In recent years, the war in Iraq has stretched the
resources of the intelligence agencies and the
Pentagon, generating new priorities for American
officials. For instance, much of the military's
counterterrorism units, like the Army's Delta Force,
had been redirected from the hunt for Mr. bin Laden to
the search for Abu Musab al-Zarqawi, who was killed
last month in Iraq.

An intelligence official who was granted anonymity to
discuss classified information said the closing of the
bin Laden unit reflected a greater grasp of the
organization. "Our understanding of Al Qaeda has
greatly evolved from where it was in the late 1990's,"
the official said, but added, "There are still people
who wake up every day with the job of trying to find
bin Laden."

Established in 1996, when Mr. bin Laden's calls for
global jihad were a source of increasing concern for
officials in Washington, Alec Station operated in a
similar fashion to that of other agency stations
around the globe.

The two dozen staff members who worked at the station,
which was named after Mr. Scheuer's son and was housed
in leased offices near agency headquarters in northern
Virginia, issued regular cables to the agency about
Mr. bin Laden's growing abilities and his desire to
strike American targets throughout the world.

In his book "Ghost Wars," which chronicles the
agency's efforts to hunt Mr. bin Laden in the years
before the Sept. 11 attacks, Steve Coll wrote that
some inside the agency likened Alec Station to a cult
that became obsessed with Al Qaeda.

"The bin Laden unit's analysts were so intense about
their work that they made some of their C.I.A.
colleagues uncomfortable," Mr.

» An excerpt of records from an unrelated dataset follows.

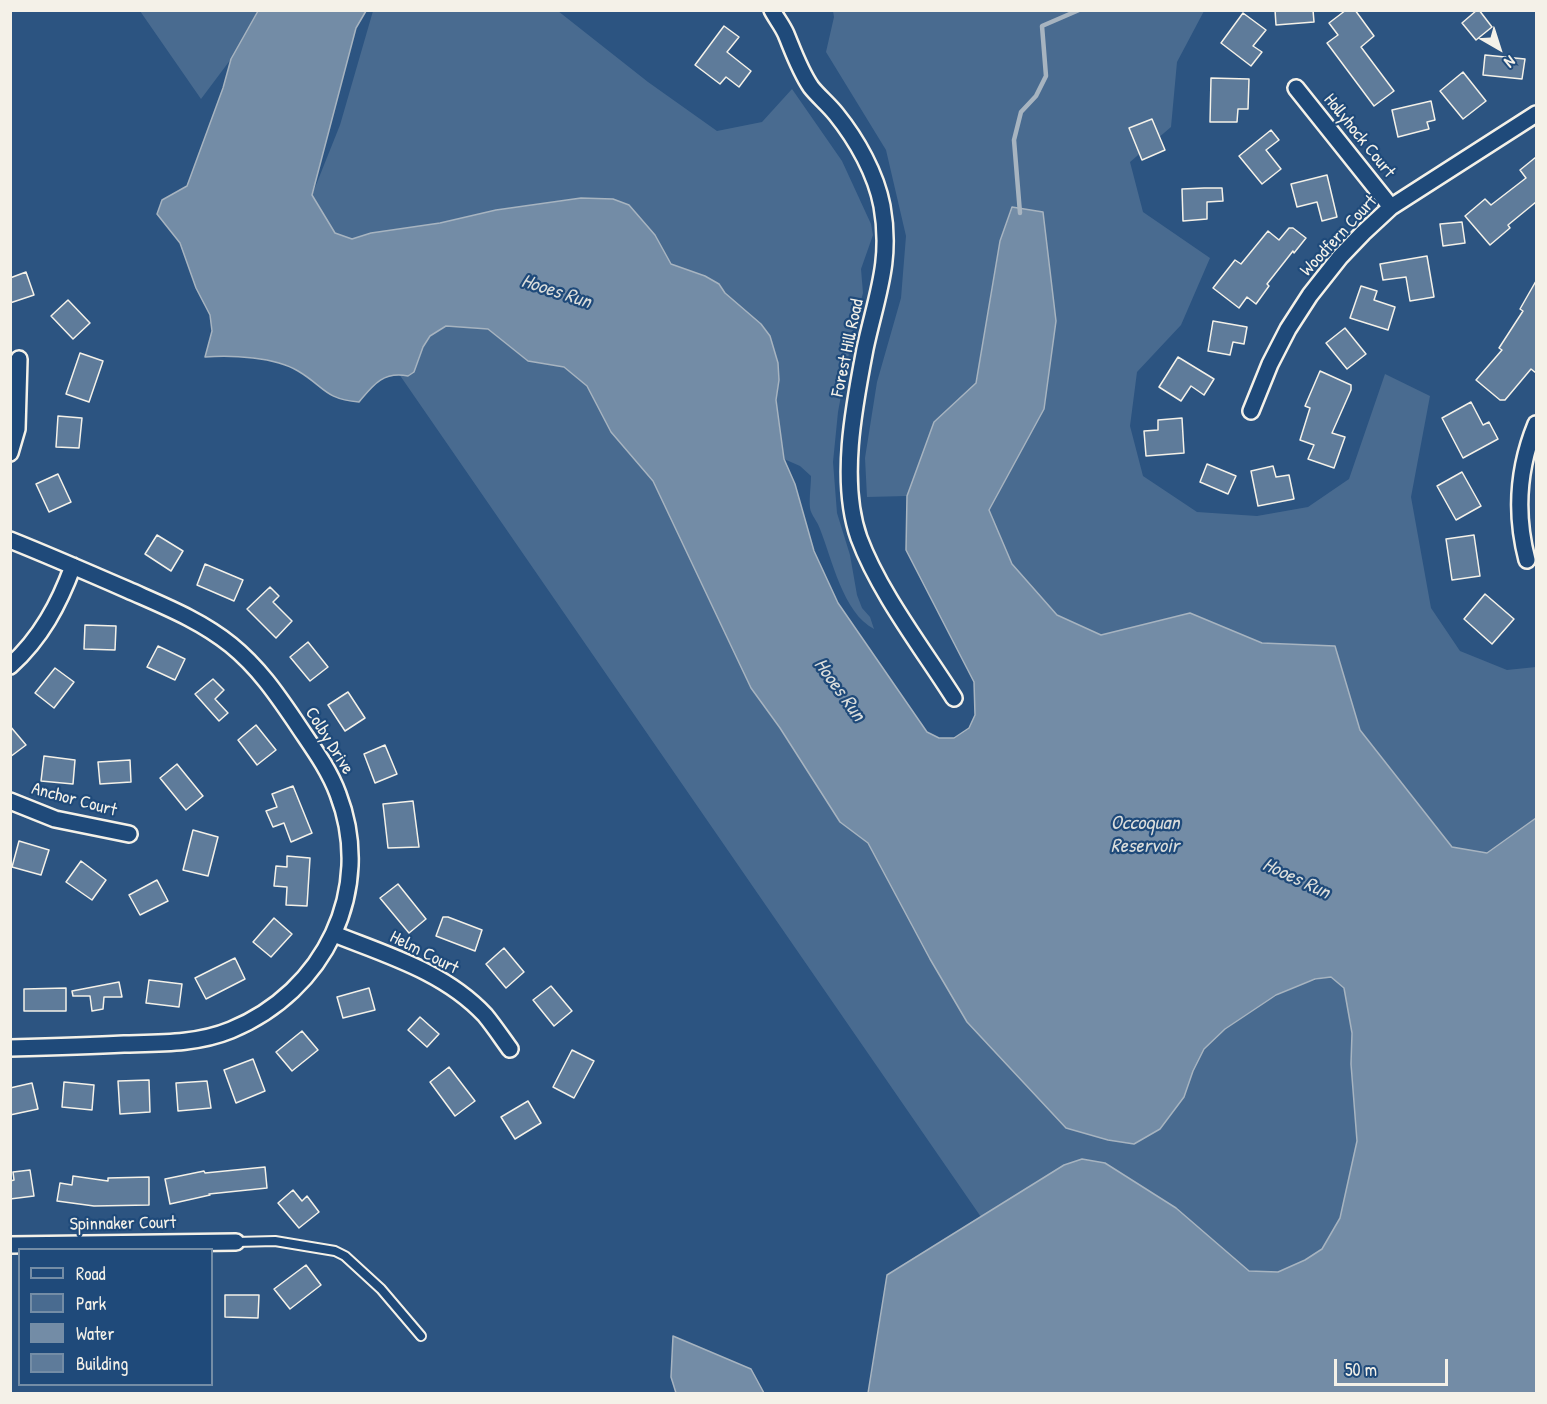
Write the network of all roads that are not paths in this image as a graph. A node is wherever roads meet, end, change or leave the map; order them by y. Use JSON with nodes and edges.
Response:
{"nodes":[{"id":1,"x":771,"y":10,"type":"edge"},
{"id":2,"x":1296,"y":88,"type":"dead end"},
{"id":3,"x":1536,"y":114,"type":"edge"},
{"id":4,"x":1391,"y":207,"type":"junction"},
{"id":5,"x":19,"y":359,"type":"dead end"},
{"id":6,"x":1251,"y":411,"type":"dead end"},
{"id":7,"x":1536,"y":424,"type":"edge"},
{"id":8,"x":10,"y":453,"type":"edge"},
{"id":9,"x":10,"y":540,"type":"edge"},
{"id":10,"x":1527,"y":560,"type":"dead end"},
{"id":11,"x":73,"y":566,"type":"junction"},
{"id":12,"x":10,"y":666,"type":"edge"},
{"id":13,"x":954,"y":698,"type":"dead end"},
{"id":14,"x":10,"y":801,"type":"edge"},
{"id":15,"x":129,"y":834,"type":"dead end"},
{"id":16,"x":334,"y":934,"type":"junction"},
{"id":17,"x":10,"y":1048,"type":"edge"},
{"id":18,"x":510,"y":1049,"type":"dead end"},
{"id":19,"x":236,"y":1242,"type":"joint"},
{"id":20,"x":10,"y":1245,"type":"edge"},
{"id":21,"x":421,"y":1336,"type":"dead end"}],
"edges":[{"from":1,"to":13,"type":"street","name":"Forest Hill Road"},
{"from":2,"to":4,"type":"street","name":"Hollyhock Court"},
{"from":3,"to":4,"type":"street","name":"Woodfern Court"},
{"from":4,"to":6,"type":"street","name":"Woodfern Court"},
{"from":5,"to":8,"type":"street"},
{"from":7,"to":10,"type":"street"},
{"from":9,"to":11,"type":"street","name":"Colby Drive"},
{"from":11,"to":12,"type":"street"},
{"from":11,"to":16,"type":"street","name":"Colby Drive"},
{"from":14,"to":15,"type":"street","name":"Anchor Court"},
{"from":16,"to":17,"type":"street","name":"Colby Drive"},
{"from":16,"to":18,"type":"street","name":"Helm Court"},
{"from":19,"to":20,"type":"street","name":"Spinnaker Court"},
{"from":19,"to":21,"type":"lane"}]}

Coll wrote. Members of
Alec Station "called themselves 'the Manson Family'
because they had acquired a reputation for crazed
alarmism about the rising Al Qaeda threat."

Intelligence officials said Alec Station was disbanded
after Robert Grenier, who until February was in charge
of the Counterterrorist Center, decided the agency
needed to reorganize to better address constant
changes in terrorist organizations.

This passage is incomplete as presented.